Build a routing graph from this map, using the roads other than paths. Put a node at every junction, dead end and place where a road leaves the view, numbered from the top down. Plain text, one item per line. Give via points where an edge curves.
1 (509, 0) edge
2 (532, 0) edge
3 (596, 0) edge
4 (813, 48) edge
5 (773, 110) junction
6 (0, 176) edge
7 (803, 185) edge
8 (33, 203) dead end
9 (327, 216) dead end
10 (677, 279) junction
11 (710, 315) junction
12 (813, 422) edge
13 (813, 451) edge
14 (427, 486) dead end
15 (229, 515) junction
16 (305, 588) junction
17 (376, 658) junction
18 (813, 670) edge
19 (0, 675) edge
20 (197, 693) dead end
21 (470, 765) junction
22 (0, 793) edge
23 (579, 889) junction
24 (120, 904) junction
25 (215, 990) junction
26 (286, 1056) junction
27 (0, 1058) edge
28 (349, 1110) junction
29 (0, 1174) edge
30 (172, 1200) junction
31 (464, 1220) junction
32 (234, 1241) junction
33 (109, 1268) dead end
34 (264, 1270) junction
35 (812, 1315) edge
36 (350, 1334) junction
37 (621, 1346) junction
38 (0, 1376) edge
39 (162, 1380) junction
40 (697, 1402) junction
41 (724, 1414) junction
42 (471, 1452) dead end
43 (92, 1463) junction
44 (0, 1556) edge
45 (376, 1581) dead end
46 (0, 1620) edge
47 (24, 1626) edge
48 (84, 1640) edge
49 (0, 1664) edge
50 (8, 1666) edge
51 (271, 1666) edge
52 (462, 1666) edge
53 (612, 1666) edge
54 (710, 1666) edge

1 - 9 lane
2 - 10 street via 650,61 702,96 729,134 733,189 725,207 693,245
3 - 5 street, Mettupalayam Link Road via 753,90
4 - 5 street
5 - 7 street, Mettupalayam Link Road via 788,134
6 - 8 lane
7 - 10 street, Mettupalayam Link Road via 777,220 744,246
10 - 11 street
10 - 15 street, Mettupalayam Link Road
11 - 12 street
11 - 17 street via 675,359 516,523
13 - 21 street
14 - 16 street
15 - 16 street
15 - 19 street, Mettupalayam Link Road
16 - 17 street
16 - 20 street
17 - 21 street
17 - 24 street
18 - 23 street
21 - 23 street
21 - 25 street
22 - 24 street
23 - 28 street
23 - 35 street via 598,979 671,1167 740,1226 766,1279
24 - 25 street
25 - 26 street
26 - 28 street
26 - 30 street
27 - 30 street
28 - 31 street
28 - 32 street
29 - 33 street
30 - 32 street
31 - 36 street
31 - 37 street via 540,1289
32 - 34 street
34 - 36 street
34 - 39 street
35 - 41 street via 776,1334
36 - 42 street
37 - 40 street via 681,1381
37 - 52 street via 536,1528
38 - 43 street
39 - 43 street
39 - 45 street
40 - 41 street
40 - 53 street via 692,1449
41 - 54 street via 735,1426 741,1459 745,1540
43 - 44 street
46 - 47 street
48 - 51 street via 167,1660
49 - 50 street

**What is being asked**
Copy every line of the listing where the word "Link" appears.

**Output below**
3 - 5 street, Mettupalayam Link Road via 753,90
5 - 7 street, Mettupalayam Link Road via 788,134
7 - 10 street, Mettupalayam Link Road via 777,220 744,246
10 - 15 street, Mettupalayam Link Road
15 - 19 street, Mettupalayam Link Road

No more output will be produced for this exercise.